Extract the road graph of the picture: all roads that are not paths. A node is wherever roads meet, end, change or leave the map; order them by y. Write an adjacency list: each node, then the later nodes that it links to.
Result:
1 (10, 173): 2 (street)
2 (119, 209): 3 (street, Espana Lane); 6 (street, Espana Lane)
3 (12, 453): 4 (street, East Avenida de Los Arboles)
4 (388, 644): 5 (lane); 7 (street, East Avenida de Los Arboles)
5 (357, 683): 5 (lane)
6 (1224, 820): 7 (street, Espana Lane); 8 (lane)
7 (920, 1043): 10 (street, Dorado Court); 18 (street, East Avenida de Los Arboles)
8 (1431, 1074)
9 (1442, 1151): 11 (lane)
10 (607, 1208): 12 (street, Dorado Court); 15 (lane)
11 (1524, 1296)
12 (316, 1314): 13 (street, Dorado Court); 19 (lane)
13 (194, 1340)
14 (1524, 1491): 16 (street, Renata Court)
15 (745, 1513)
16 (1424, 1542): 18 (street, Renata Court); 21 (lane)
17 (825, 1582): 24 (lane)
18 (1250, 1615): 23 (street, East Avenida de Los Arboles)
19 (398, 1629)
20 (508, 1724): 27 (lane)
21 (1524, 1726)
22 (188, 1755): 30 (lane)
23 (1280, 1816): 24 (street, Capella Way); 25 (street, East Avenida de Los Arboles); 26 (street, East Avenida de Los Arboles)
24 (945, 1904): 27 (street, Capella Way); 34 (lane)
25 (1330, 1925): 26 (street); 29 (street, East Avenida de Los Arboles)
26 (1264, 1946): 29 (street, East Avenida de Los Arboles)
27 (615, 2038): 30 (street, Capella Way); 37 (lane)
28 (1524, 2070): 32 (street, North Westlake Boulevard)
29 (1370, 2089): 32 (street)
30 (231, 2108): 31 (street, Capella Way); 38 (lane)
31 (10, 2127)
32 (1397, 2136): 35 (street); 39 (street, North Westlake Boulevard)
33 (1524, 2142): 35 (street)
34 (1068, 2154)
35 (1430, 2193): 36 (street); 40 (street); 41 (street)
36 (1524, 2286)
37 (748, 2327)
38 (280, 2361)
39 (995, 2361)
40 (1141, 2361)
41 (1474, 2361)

§

TASK TO CARRY OUT
Retype all the data, keeping every character the same.

OUTPUT OF THE EXERCISE
Extract the road graph of the picture: all roads that are not paths. A node is wherever roads meet, end, change or leave the map; order them by y. Write an adjacency list: each node, then the later nodes that it links to.
Result:
1 (10, 173): 2 (street)
2 (119, 209): 3 (street, Espana Lane); 6 (street, Espana Lane)
3 (12, 453): 4 (street, East Avenida de Los Arboles)
4 (388, 644): 5 (lane); 7 (street, East Avenida de Los Arboles)
5 (357, 683): 5 (lane)
6 (1224, 820): 7 (street, Espana Lane); 8 (lane)
7 (920, 1043): 10 (street, Dorado Court); 18 (street, East Avenida de Los Arboles)
8 (1431, 1074)
9 (1442, 1151): 11 (lane)
10 (607, 1208): 12 (street, Dorado Court); 15 (lane)
11 (1524, 1296)
12 (316, 1314): 13 (street, Dorado Court); 19 (lane)
13 (194, 1340)
14 (1524, 1491): 16 (street, Renata Court)
15 (745, 1513)
16 (1424, 1542): 18 (street, Renata Court); 21 (lane)
17 (825, 1582): 24 (lane)
18 (1250, 1615): 23 (street, East Avenida de Los Arboles)
19 (398, 1629)
20 (508, 1724): 27 (lane)
21 (1524, 1726)
22 (188, 1755): 30 (lane)
23 (1280, 1816): 24 (street, Capella Way); 25 (street, East Avenida de Los Arboles); 26 (street, East Avenida de Los Arboles)
24 (945, 1904): 27 (street, Capella Way); 34 (lane)
25 (1330, 1925): 26 (street); 29 (street, East Avenida de Los Arboles)
26 (1264, 1946): 29 (street, East Avenida de Los Arboles)
27 (615, 2038): 30 (street, Capella Way); 37 (lane)
28 (1524, 2070): 32 (street, North Westlake Boulevard)
29 (1370, 2089): 32 (street)
30 (231, 2108): 31 (street, Capella Way); 38 (lane)
31 (10, 2127)
32 (1397, 2136): 35 (street); 39 (street, North Westlake Boulevard)
33 (1524, 2142): 35 (street)
34 (1068, 2154)
35 (1430, 2193): 36 (street); 40 (street); 41 (street)
36 (1524, 2286)
37 (748, 2327)
38 (280, 2361)
39 (995, 2361)
40 (1141, 2361)
41 (1474, 2361)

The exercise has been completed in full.